Is your marketing department experiencing burnout and stress?
Thanks to the coronavirus (COVID-19), chief marketing officers (CMOs), directors of marketing, small business owners, and vice presidents were forced to toss out their marketing plans and pivot to operate in what some call the “new normal.”
But being constantly stressed out, tired, and anxious isn’t normal.
I reached out to those who run marketing departments, life coaches, psychologists, and productivity coaches to gather tips on how to motivate marketing teams during the pandemic and moving forward and how to keep them from burning out. Here’s what they have to say.
Preventing Burnout: 13 Experts Give You Tips to Keep Your Marketing Department Strong
David Shar, PhD Candidate – Business Psychology; SHRM-SCP, IlluminatePMC
Review your policies (both written & unwritten) and eliminate anything that is standing in the way of your employee’s success! So much has changed over the past months and yet many of us are still hooked on to old policies. When employees need to jump through bureaucratic hoops to get the job done, that exhausts them and can lead to burnout.
Make time to support your employees and for them to support each other! We often take for granted how often a casual bump-in in the office will give you an opportunity for a quick check in (“How’s your mom doing?”… “How was your kids birthday?”… “How are you feeling about the new project?”). People need this kind of emotional support and sense of community now more than ever but we need to be more deliberate in making it happen. Managers should put 5, 10, or 15 minute “check in” times on the calendar to call individual employees and just check in – absent of any agenda.

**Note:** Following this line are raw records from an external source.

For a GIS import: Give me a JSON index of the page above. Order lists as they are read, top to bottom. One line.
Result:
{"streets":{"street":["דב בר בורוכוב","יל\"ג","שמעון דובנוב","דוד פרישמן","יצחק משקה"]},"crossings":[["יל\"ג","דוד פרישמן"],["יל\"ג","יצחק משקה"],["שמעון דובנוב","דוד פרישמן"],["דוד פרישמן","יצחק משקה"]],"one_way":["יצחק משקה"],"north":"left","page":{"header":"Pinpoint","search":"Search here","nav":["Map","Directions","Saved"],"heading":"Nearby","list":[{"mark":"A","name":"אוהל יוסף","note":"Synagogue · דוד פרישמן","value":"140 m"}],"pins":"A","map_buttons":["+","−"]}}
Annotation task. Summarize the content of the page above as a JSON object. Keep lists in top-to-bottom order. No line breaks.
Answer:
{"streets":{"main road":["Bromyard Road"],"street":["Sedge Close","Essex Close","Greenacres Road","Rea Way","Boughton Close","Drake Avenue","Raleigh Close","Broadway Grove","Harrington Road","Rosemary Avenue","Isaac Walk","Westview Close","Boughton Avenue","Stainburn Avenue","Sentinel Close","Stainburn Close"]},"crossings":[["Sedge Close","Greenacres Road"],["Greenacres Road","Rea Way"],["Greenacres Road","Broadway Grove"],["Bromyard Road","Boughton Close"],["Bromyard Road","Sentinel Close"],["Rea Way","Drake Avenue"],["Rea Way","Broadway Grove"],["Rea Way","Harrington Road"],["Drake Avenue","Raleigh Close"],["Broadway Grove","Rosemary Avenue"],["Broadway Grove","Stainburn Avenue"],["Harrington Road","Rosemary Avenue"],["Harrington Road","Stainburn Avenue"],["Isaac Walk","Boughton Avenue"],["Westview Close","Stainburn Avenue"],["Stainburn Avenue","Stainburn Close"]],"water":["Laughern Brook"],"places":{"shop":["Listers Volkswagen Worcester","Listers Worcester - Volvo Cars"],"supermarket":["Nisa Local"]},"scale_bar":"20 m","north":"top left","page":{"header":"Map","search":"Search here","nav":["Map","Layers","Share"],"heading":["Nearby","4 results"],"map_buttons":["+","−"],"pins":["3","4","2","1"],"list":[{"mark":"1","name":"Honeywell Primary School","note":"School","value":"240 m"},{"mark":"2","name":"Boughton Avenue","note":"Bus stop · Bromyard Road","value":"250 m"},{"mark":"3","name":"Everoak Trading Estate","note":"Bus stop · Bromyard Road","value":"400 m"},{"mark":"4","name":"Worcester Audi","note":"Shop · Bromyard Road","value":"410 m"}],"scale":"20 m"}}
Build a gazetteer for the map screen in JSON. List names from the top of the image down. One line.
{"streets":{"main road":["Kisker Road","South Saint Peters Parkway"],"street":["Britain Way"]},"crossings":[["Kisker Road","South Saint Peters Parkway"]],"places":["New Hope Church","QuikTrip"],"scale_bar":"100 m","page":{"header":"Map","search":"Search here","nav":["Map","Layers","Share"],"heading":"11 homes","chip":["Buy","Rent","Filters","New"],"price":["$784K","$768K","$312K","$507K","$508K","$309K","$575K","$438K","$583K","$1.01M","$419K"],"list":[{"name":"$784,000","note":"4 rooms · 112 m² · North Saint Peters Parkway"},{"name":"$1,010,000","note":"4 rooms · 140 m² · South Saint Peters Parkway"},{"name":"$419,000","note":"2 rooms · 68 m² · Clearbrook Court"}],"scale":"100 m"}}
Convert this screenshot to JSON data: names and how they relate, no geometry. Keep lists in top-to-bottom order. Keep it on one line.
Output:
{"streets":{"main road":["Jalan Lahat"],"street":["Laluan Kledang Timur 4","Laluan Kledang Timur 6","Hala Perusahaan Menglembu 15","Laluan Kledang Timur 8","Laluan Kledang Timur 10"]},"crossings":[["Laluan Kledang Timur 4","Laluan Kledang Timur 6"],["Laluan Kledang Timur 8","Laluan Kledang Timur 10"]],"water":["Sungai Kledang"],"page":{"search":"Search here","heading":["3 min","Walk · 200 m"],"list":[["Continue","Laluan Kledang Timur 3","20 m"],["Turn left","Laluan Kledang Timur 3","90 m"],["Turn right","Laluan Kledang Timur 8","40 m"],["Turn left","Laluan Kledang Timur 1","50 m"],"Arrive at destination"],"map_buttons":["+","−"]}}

Aaron McWilliams, Director of Marketing, 1Dental
A lot of people are under more stress now than they have been in a very long time, if ever. They are worried about their safety, their family’s safety, and the added challenge of adjusting to working from home. If you can offer an empathetic ear, hear out your team, understand what they need, and help them out, they are much more likely to stay motivated during this time. When people don’t feel heard, they often lose motivation and passion for work. Scheduling one-on-one meetings with your team can get a dialogue going about what needs to be done to reach their performance goals. Being a supportive leader will take your team and company further during these uncertain times.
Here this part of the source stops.